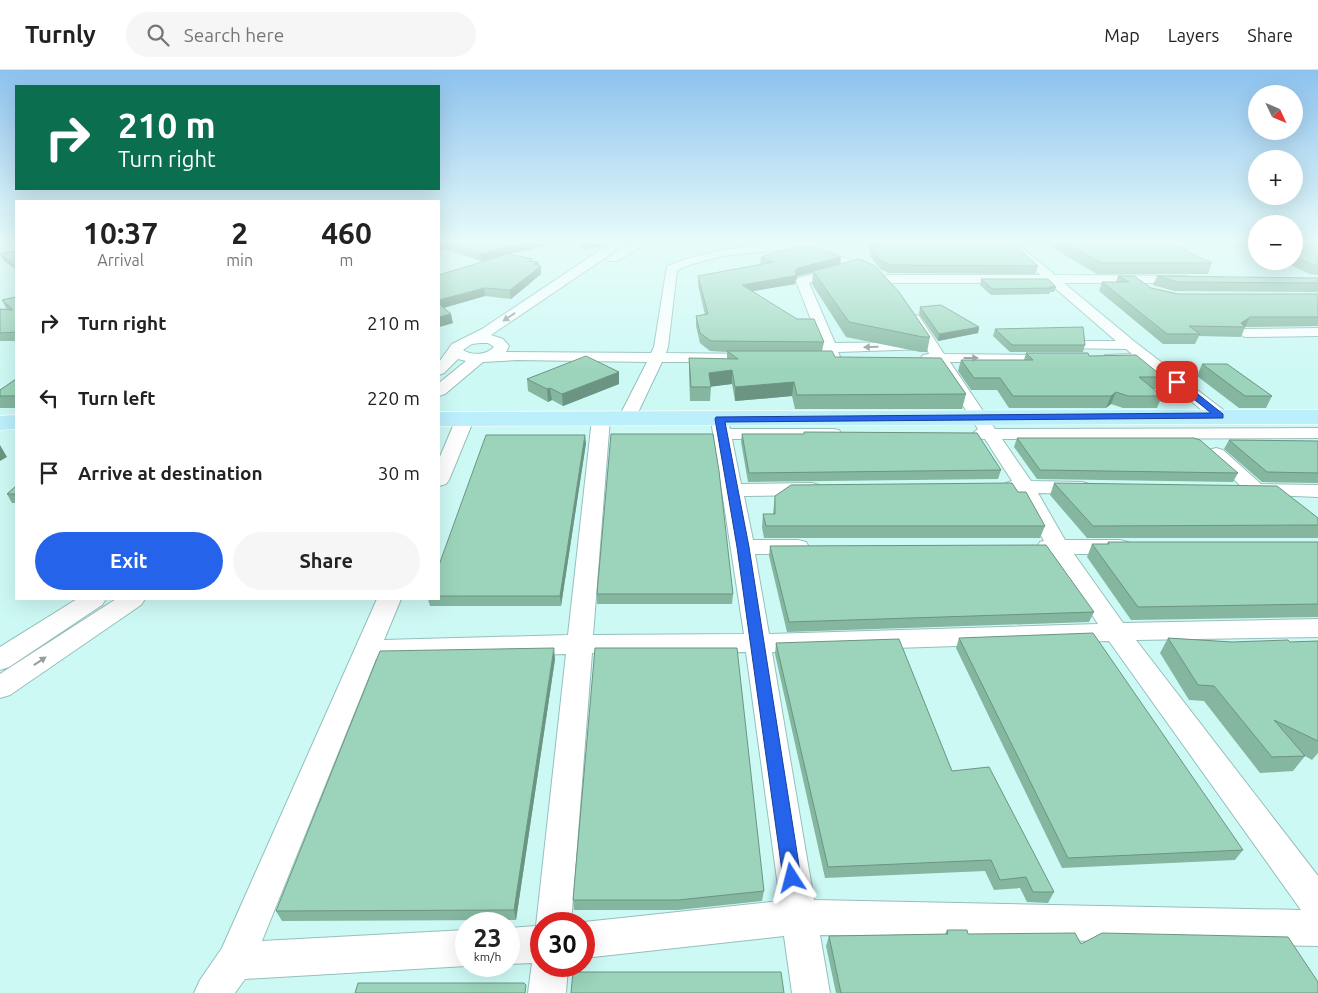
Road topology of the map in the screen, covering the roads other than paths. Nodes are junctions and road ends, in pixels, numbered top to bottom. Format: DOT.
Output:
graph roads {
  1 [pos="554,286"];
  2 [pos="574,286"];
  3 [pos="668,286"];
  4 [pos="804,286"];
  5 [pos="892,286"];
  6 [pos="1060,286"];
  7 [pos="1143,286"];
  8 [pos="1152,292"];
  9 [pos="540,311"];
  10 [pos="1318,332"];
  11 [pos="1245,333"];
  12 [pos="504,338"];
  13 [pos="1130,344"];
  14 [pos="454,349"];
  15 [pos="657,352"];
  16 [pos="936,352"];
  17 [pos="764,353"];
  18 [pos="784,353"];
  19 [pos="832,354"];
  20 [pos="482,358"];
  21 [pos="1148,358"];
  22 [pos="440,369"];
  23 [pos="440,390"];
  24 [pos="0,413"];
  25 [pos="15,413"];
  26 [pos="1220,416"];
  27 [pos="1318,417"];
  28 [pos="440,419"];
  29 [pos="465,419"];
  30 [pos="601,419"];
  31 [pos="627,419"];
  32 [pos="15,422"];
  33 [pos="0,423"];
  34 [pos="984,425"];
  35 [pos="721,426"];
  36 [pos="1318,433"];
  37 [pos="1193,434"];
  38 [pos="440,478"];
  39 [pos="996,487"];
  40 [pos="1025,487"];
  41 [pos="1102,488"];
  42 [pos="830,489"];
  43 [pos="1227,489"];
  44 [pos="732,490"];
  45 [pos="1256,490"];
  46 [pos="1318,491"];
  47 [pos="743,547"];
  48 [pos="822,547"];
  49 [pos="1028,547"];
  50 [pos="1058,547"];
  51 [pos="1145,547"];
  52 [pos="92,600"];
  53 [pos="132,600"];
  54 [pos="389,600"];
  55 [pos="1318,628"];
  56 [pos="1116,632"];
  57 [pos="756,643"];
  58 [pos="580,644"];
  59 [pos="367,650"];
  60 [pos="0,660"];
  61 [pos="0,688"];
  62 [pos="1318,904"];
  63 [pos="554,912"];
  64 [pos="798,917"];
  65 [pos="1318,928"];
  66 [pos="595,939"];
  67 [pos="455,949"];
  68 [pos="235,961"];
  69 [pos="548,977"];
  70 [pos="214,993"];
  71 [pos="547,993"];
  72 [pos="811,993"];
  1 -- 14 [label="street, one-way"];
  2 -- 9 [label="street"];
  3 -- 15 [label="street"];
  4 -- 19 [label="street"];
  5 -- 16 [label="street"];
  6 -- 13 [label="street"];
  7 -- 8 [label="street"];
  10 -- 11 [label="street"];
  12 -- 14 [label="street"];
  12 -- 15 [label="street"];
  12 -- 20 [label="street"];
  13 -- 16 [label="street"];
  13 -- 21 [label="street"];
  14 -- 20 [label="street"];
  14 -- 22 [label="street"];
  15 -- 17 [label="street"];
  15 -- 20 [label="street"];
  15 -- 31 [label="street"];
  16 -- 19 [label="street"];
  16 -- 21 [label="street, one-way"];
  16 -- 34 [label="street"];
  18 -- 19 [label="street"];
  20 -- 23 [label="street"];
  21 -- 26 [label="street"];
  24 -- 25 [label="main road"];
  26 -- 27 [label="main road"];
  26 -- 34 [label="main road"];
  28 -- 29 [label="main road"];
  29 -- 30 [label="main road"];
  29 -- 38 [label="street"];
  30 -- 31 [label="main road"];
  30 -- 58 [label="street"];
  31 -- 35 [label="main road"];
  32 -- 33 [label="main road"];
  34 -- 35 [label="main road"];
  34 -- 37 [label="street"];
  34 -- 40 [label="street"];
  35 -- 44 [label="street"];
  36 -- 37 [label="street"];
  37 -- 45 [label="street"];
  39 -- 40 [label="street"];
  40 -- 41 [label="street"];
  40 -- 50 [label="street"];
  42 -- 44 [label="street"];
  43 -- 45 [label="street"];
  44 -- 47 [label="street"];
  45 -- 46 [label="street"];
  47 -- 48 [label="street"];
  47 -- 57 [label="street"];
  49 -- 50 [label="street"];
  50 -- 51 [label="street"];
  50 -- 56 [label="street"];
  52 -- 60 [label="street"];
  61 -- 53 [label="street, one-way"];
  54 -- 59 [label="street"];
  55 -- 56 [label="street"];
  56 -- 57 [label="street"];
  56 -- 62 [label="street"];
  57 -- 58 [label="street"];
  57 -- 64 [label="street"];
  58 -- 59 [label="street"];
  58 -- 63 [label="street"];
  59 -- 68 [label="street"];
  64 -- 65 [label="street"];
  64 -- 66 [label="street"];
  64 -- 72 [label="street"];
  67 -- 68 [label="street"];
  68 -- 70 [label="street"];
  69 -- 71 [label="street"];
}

- Exercise prompt
Check every line above for the string "roads", and copy the ones that have it.

- Response area
Road topology of the map in the screen, covering the roads other than paths. Nodes are junctions and road ends, in pixels, numbered top to bottom. Format: DOT.
graph roads {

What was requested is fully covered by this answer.